Source records
========================================================================

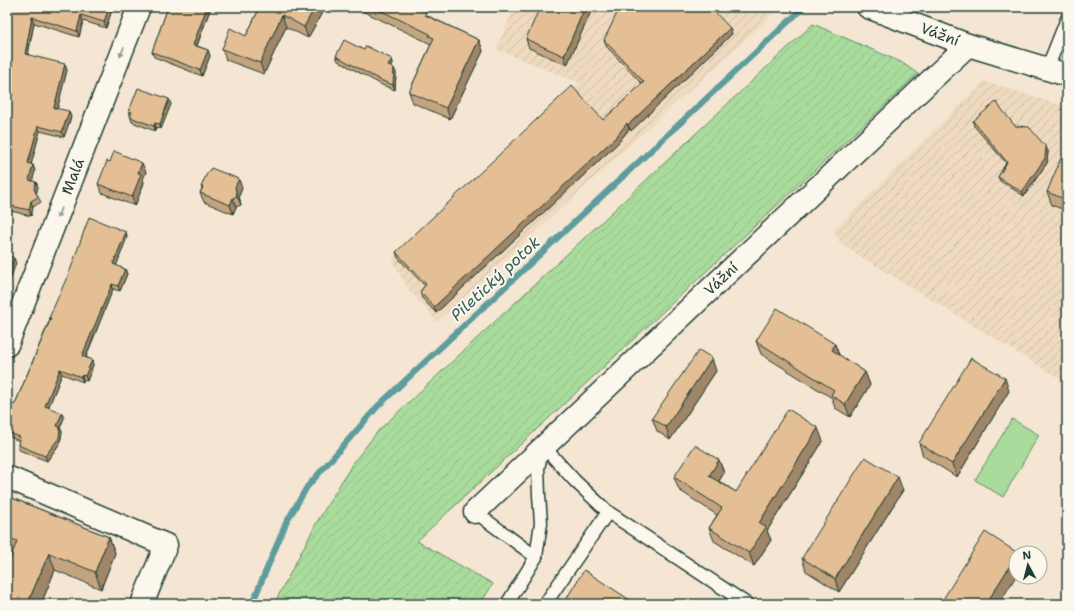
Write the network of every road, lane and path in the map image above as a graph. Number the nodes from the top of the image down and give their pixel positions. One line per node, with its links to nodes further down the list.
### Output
1 (868, 7): 4 (street, Vážní)
2 (137, 12): 6 (street, Malá, one-way to 6)
3 (1067, 20): 5 (lane)
4 (968, 45): 5 (street, Vážní); 7 (street, Vážní)
5 (1057, 72)
6 (7, 346)
7 (544, 447): 9 (street, Vážní); 10 (lane); 11 (lane)
8 (7, 477): 12 (street)
9 (475, 512): 11 (lane)
10 (608, 512): 14 (lane); 15 (lane)
11 (536, 557): 13 (lane)
12 (142, 604)
13 (507, 604)
14 (545, 604)
15 (748, 604)

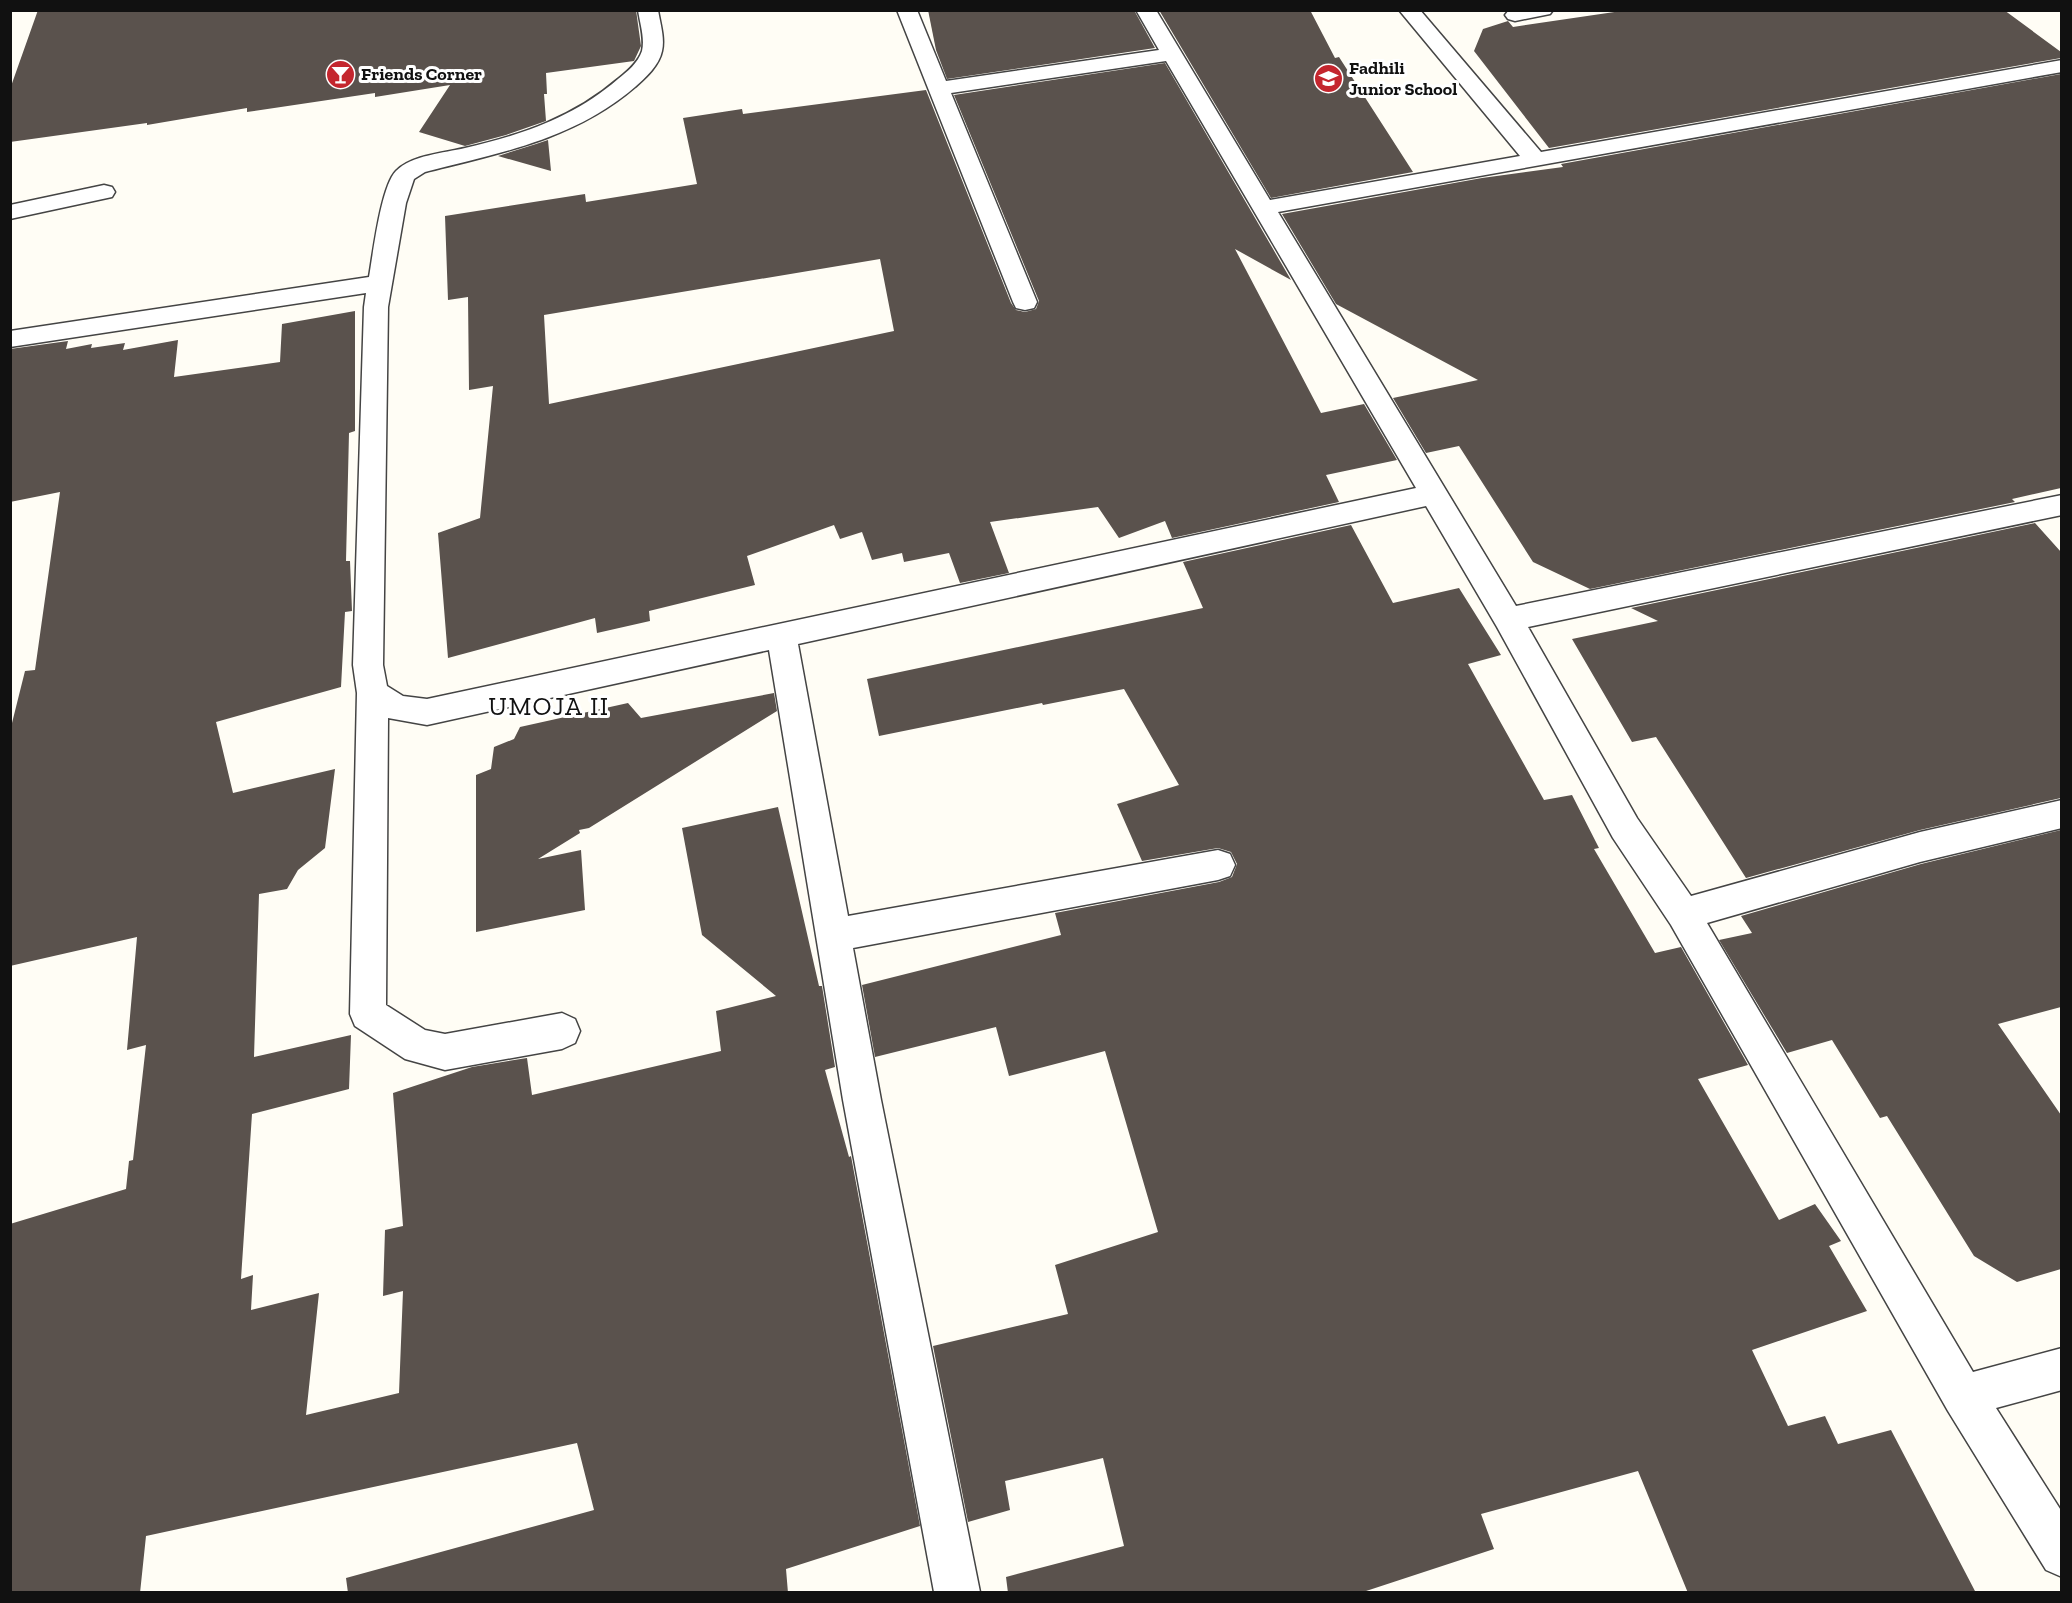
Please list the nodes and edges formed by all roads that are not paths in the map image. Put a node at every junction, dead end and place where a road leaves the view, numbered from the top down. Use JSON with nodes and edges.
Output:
{"nodes":[{"id":1,"x":648,"y":10,"type":"edge"},
{"id":2,"x":907,"y":10,"type":"edge"},
{"id":3,"x":1146,"y":10,"type":"edge"},
{"id":4,"x":1409,"y":10,"type":"edge"},
{"id":5,"x":1543,"y":10,"type":"edge"},
{"id":6,"x":1515,"y":15,"type":"dead end"},
{"id":7,"x":1172,"y":54,"type":"junction"},
{"id":8,"x":2061,"y":66,"type":"edge"},
{"id":9,"x":937,"y":89,"type":"junction"},
{"id":10,"x":1535,"y":159,"type":"junction"},
{"id":11,"x":104,"y":192,"type":"dead end"},
{"id":12,"x":1263,"y":208,"type":"junction"},
{"id":13,"x":10,"y":212,"type":"edge"},
{"id":14,"x":380,"y":283,"type":"junction"},
{"id":15,"x":1025,"y":302,"type":"dead end"},
{"id":16,"x":10,"y":339,"type":"edge"},
{"id":17,"x":1433,"y":494,"type":"junction"},
{"id":18,"x":2061,"y":505,"type":"edge"},
{"id":19,"x":1508,"y":619,"type":"junction"},
{"id":20,"x":781,"y":634,"type":"junction"},
{"id":21,"x":373,"y":693,"type":"junction"},
{"id":22,"x":2061,"y":814,"type":"edge"},
{"id":23,"x":1218,"y":865,"type":"dead end"},
{"id":24,"x":1683,"y":914,"type":"junction"},
{"id":25,"x":834,"y":935,"type":"junction"},
{"id":26,"x":562,"y":1031,"type":"dead end"},
{"id":27,"x":2061,"y":1369,"type":"edge"},
{"id":28,"x":1963,"y":1396,"type":"junction"},
{"id":29,"x":2061,"y":1554,"type":"edge"},
{"id":30,"x":957,"y":1593,"type":"edge"}],
"edges":[{"from":1,"to":14,"type":"street"},
{"from":2,"to":9,"type":"street"},
{"from":3,"to":7,"type":"street"},
{"from":4,"to":10,"type":"street"},
{"from":5,"to":6,"type":"street"},
{"from":7,"to":9,"type":"street"},
{"from":7,"to":12,"type":"street"},
{"from":8,"to":10,"type":"street"},
{"from":9,"to":15,"type":"street"},
{"from":10,"to":12,"type":"street"},
{"from":11,"to":13,"type":"street"},
{"from":12,"to":17,"type":"street"},
{"from":14,"to":16,"type":"street"},
{"from":14,"to":21,"type":"street"},
{"from":17,"to":19,"type":"street"},
{"from":17,"to":20,"type":"street"},
{"from":18,"to":19,"type":"street"},
{"from":19,"to":24,"type":"street"},
{"from":20,"to":21,"type":"street"},
{"from":20,"to":25,"type":"street"},
{"from":21,"to":26,"type":"street"},
{"from":22,"to":24,"type":"street"},
{"from":23,"to":25,"type":"street"},
{"from":24,"to":28,"type":"street"},
{"from":25,"to":30,"type":"street"},
{"from":27,"to":28,"type":"street"},
{"from":28,"to":29,"type":"street"}]}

========================================================================

→ **WHAT TO PRODUCE**:
Give the number of lines above that hold "image", with no other words.

→ **EXPECTED ANSWER**:
2